The old Copper-Queen-Mine in the mountain village of Bisbee in the South of Arizona, where gold, silver, copper and zinc have been mined from 1881 to 1975, is one of the many tourist attractions in the desert of southern Arizona.

The Copper Queen Mine’s tunnel does not lead downwards, but was dug straight back into the hillside. This mine alone has more than 200 km (125 miles) worth of tunnel, most of them laboriously dug and blasted by hand. For the workers, this was an arduous and dangerous work. However, there were many people who wanted one of these jobs, since it was a good source of livelihood.

The Copper Queen Mine is only one of the 34 mines that offered good jobs to young men during Bisbee’s good times. Back then, the small town grew to a population of 25,000, and around 1900 it was said to be the biggest town between St. Louis and San Francisco, in the vast lands between the Mississippi and the Pacific.

Today, the town of Bisbee, which is about ten kilometers (6 miles) from the Mexican border, is only a shadow of what it used to be – but still a nice shadow at that. The center of the small town surrounded by red hills is the “Copper Queen Hotel.” It is one of the houses that had to be built when the population started to grow and important visitors came into town on a regular basis. The Phelps Dodge Mining Company invested a lot in the building of this particular facility. In order to find a level piece of land to built the hotel on, a large portion of the mountainside had to be blasted away.
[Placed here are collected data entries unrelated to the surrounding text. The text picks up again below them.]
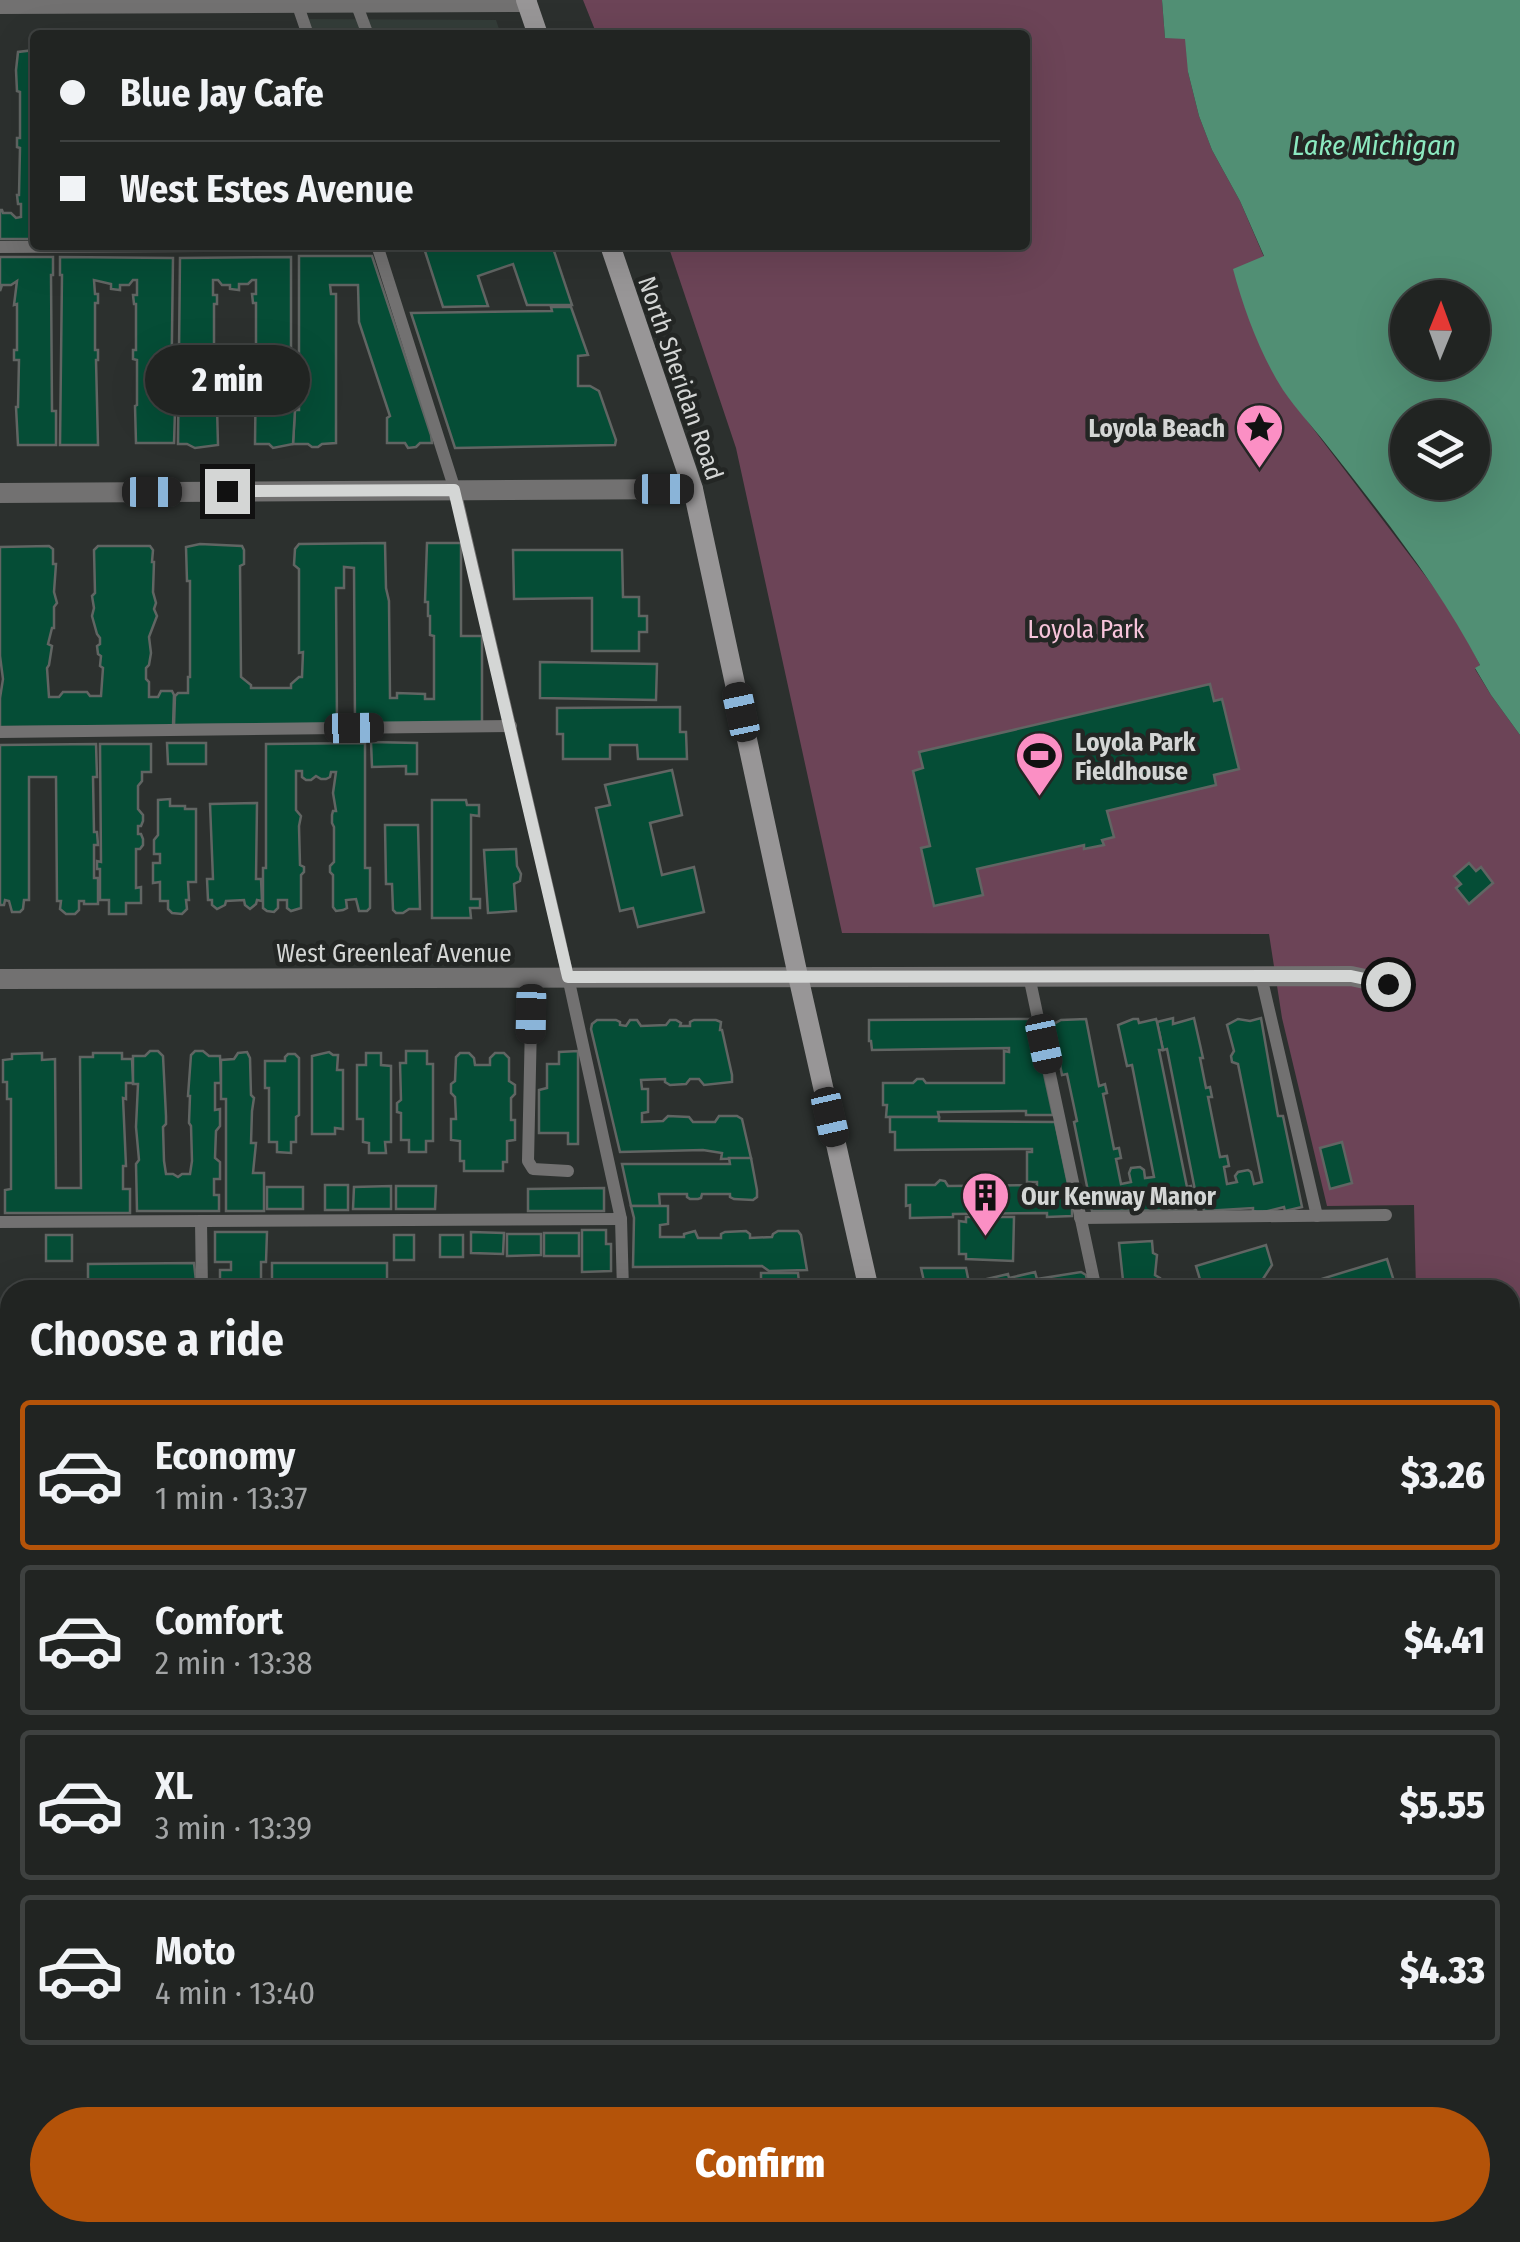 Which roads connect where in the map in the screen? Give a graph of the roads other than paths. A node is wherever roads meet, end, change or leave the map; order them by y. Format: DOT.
graph roads {
  1 [pos="296,1"];
  2 [pos="526,1"];
  3 [pos="63,2"];
  4 [pos="342,2"];
  5 [pos="0,4"];
  6 [pos="306,30"];
  7 [pos="364,30"];
  8 [pos="536,30"];
  9 [pos="0,247"];
  10 [pos="30,247"];
  11 [pos="379,250"];
  12 [pos="612,250"];
  13 [pos="693,489"];
  14 [pos="454,490"];
  15 [pos="0,492"];
  16 [pos="511,726"];
  17 [pos="0,732"];
  18 [pos="798,976"];
  19 [pos="1030,976"];
  20 [pos="1261,976"];
  21 [pos="532,977"];
  22 [pos="568,977"];
  23 [pos="0,980"];
  24 [pos="1388,984"];
  25 [pos="568,1171"];
  26 [pos="1386,1215"];
  27 [pos="1318,1216"];
  28 [pos="1080,1218"];
  29 [pos="622,1220"];
  30 [pos="201,1221"];
  31 [pos="0,1222"];
  32 [pos="202,1280"];
  33 [pos="623,1280"];
  34 [pos="867,1280"];
  35 [pos="1094,1280"];
  1 -- 3 [label="street"];
  1 -- 4 [label="street"];
  1 -- 6 [label="lane"];
  2 -- 4 [label="street"];
  2 -- 8 [label="main road"];
  3 -- 5 [label="street"];
  4 -- 7 [label="lane"];
  9 -- 10 [label="lane"];
  11 -- 14 [label="lane"];
  12 -- 13 [label="main road, North Sheridan Road"];
  13 -- 14 [label="street"];
  13 -- 18 [label="main road, North Sheridan Road"];
  14 -- 15 [label="street"];
  14 -- 16 [label="lane"];
  16 -- 17 [label="lane"];
  16 -- 22 [label="lane"];
  18 -- 19 [label="street, West Greenleaf Avenue"];
  18 -- 22 [label="street, West Greenleaf Avenue"];
  18 -- 34 [label="main road, North Sheridan Road"];
  19 -- 20 [label="street, West Greenleaf Avenue"];
  19 -- 28 [label="lane"];
  20 -- 24 [label="street, West Greenleaf Avenue"];
  20 -- 27 [label="lane"];
  21 -- 22 [label="street, West Greenleaf Avenue"];
  21 -- 23 [label="street, West Greenleaf Avenue"];
  21 -- 25 [label="lane"];
  22 -- 29 [label="lane"];
  26 -- 27 [label="lane"];
  27 -- 28 [label="lane"];
  28 -- 35 [label="lane"];
  29 -- 30 [label="lane"];
  29 -- 33 [label="lane"];
  30 -- 31 [label="lane"];
  30 -- 32 [label="lane"];
}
What was once luxurious, today gives way to a more romantic Old West atmosphere. And there are inexplicable phenomena in the old building: “The hotel has three resident ghosts, one for every taste,” the hotel’s manager Adam Lamb says. The first, he explains, is an older gentleman, tall, long-haired and bearded. He’s usually wearing a black cape and a hat. “Some claim they smell the smoke of a good cigar even before they see him coming.”

Even better known than the old gentleman, who usually appears in the Teddy Roosevelt room, is a younger woman in her early thirties. Her name was Julia Lowell and she was a lady of the evening, who used to meet her clients at the hotel. She fell in love with one of them, but when he didn’t return her feelings she took her own life at the hotel. Her presence can still be felt on the second and third floor of the main house. The most mischievous of the three ghosts is haunting the same place: guests are still hearing the step and the giggling of a small boy who drowned in the San Pedro River.

But not only Bisbee is a haunted place. Also in the neighbouring town of Tombstone thrilling stories are told about people who have disappeared in the desert or succumbed to the climate. So that town, where all the buildings still have their old facades, isn’t called Tombstone for no reason. And people still like to dress up in costumes of the Old West and shoot guns (with blanks in them). The town was inhabited by loose women and tough guys – men looking for silver and finding it. Those guys, who set off into the barren, hot desert in the summer, knew no fear. Even the Apache couldn’t frighten them. Back then the Natives often waylaid the silver seekers and, not infrequently, put an end to their lives – even before the first claim was staked.

Consequently, Tombstone’s most interesting tourist attraction is the graveyard – situated in the wasteland next to the colourful wooden houses. Piles of stones can be seen amid cacti and thorny shrubs. Simple wooden crosses with scrawled inscriptions tell about who is buried there and what kind of horrible death he died.

When the white settlers tried to drive the Natives off their ancestral lands, they fiercely defended their territory. Treaties were signed and broken, and finally the Natives lived in exile in the far away states of Florida, Alabama and Oklahoma – or in the mountains of the present day Chiricahua National Monument.